3) If 1 and 2 is true, then:

$$\displaystyle (1 + \sqrt{x})^2 = (\sqrt{1 + x})^2$$

But if you actually square $$\displaystyle (1 + \sqrt{x})^2$$ and $$\displaystyle (\sqrt{1 + x})^2$$, you'll find out that they are different:

$$\displaystyle (1 + \sqrt{x})^2 = (1 + \sqrt{x})(1 + \sqrt{x}) = 1 + 2\sqrt{x} + x$$

$$\displaystyle (\sqrt{1 + x})^2 = 1 + x$$

Why is that?

#### Krizalid

MHF Hall of Honor
$$\displaystyle \sqrt{a+b}=\sqrt a+\sqrt b$$ is false, but it's true that $$\displaystyle \sqrt{a+b}\le\sqrt a+\sqrt b.$$

#### Aero763

That's intresting information. Maybe some links on the topic, where I can have some in-depth study of the situation (c) (all the rights to Jersey Shore) here? Youtube videos would be great, but some text explanation will do too.

#### theodds

That's intresting information. Maybe some links on the topic, where I can have some in-depth study of the situation (c) (all the rights to Jersey Shore) here? Youtube videos would be great, but some text explanation will do too.
Your original post is essentially a proof that $$\displaystyle \sqrt{a} + \sqrt{b} \ne \sqrt{a + b}$$ for arbitrary $$\displaystyle a, b$$. In fact, from the last two lines you already have the inequality that Krizalid posted if you replace $$\displaystyle 1$$ with $$\displaystyle \sqrt{y}$$.

• Aero763

#### Aero763

Thank you guys.

I got which is the problem step was.

But what is the difference between $$\displaystyle \sqrt{1} + \sqrt{x}$$ and $$\displaystyle \sqrt{1 + x}$$ ?

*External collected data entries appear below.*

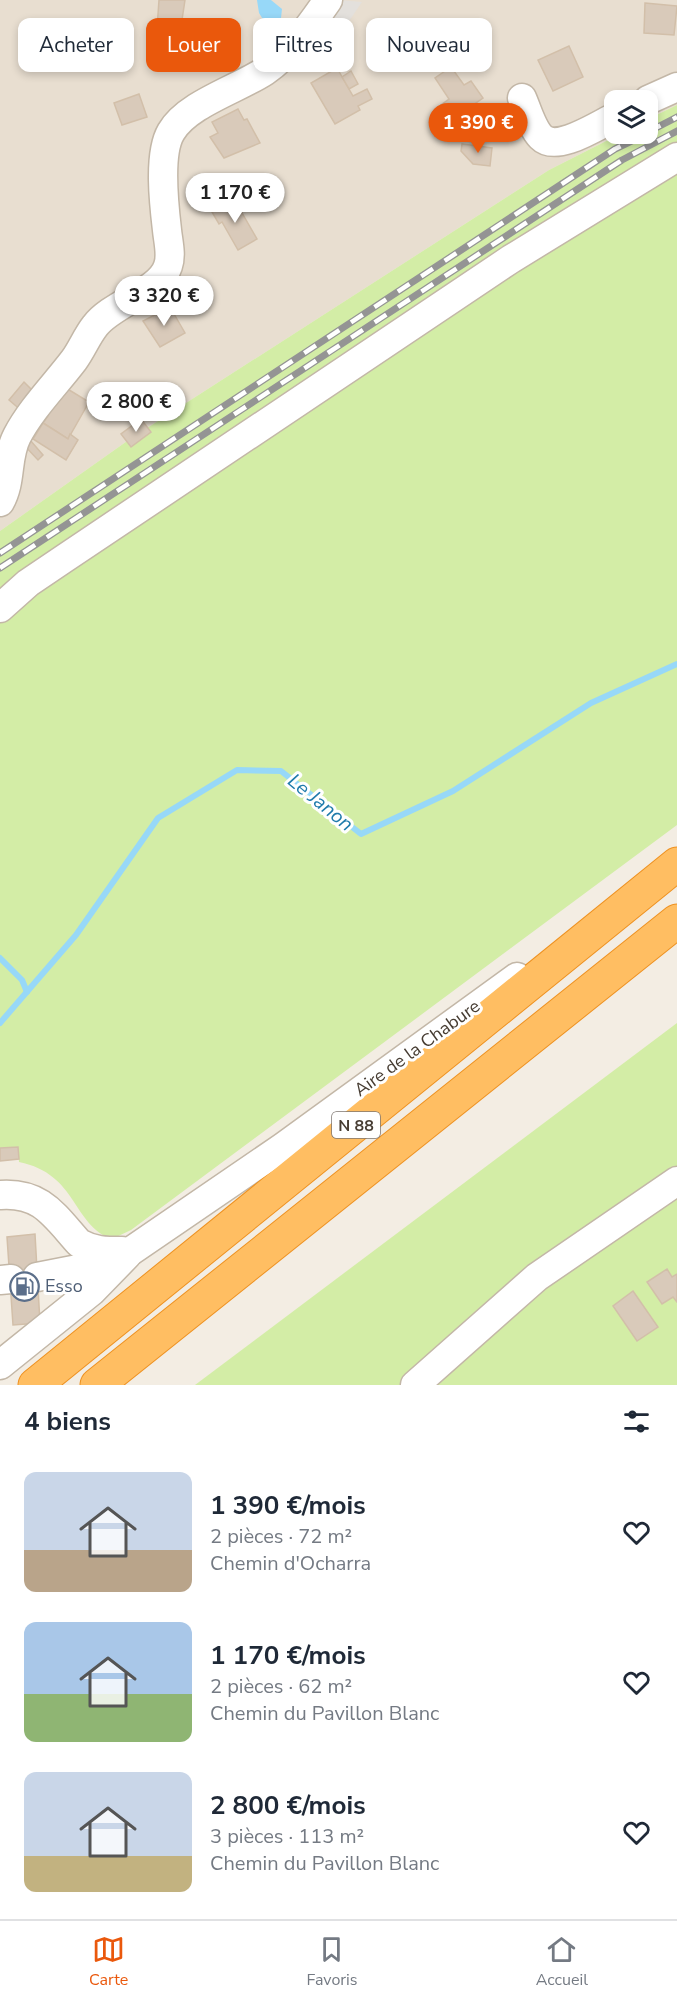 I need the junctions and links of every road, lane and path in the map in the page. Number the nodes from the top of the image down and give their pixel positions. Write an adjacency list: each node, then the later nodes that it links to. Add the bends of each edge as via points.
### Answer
1 (328, 0): 7 (street, via 290,50 266,70 181,119 171,131 164,161 169,266 156,282 107,313 96,325 23,426 15,439 6,490)
2 (677, 87): 3 (street)
3 (658, 96)
4 (522, 98): 5 (street, via 541,137 551,142 568,140)
5 (604, 122)
6 (677, 158): 8 (street, via 511,259 28,583)
7 (0, 502)
8 (0, 608)
9 (671, 869): 13 (street, Aire de la Chabure, via 450,1023 283,1147); 16 (highway, N 88)
10 (677, 921): 17 (highway, N 88)
11 (677, 1181): 18 (street, via 537,1277)
12 (0, 1195): 13 (street, via 38,1200 87,1247)
13 (130, 1251): 14 (street, Aire de la Chabure, via 83,1268); 15 (street, via 92,1291)
14 (16, 1279)
15 (0, 1365)
16 (35, 1385)
17 (97, 1385)
18 (415, 1385) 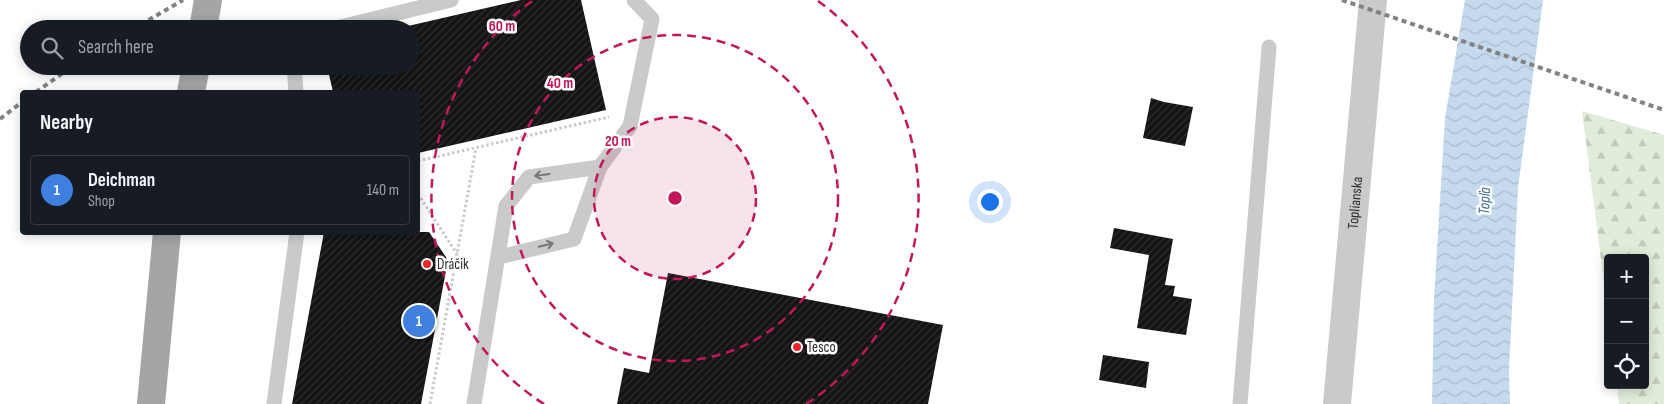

I want to get some intuition: why it is different?

Because on the first glance they not that different: you can say they look basically the same.

So, let me get it straight:

What i got from this discussion - is that two numbers under one root - is not two numbers, but one.

Thank you, gentlemen.

#### TheCoffeeMachine

But what is the difference between $$\displaystyle \sqrt{1} + \sqrt{x}$$ and $$\displaystyle \sqrt{1 + x}$$
I want to get some intuition: why it is different?
Plug $$\displaystyle x = 4: \;\;\;\;\;\;\;\;\; 1+\sqrt{4} = 1+2 = 3$$ and $$\displaystyle \sqrt{1+4} = \sqrt{5}$$. (Giggle)

• Bacterius

#### Wilmer

2) And if so, then $$\displaystyle 1 + \sqrt{x} = \sqrt{1} + \sqrt{x} = \sqrt{1 + x}$$ ?
Is 1 + sqrt(4) = sqrt(5)?

#### undefined

MHF Hall of Honor
Because on the first glance they not that different: you can say they look basically the same.
I don't understand this statement. I suppose $$\displaystyle \frac{1}{a}+\frac{1}{b}$$ looks "basically the same" as $$\displaystyle \frac{1}{a+b}$$?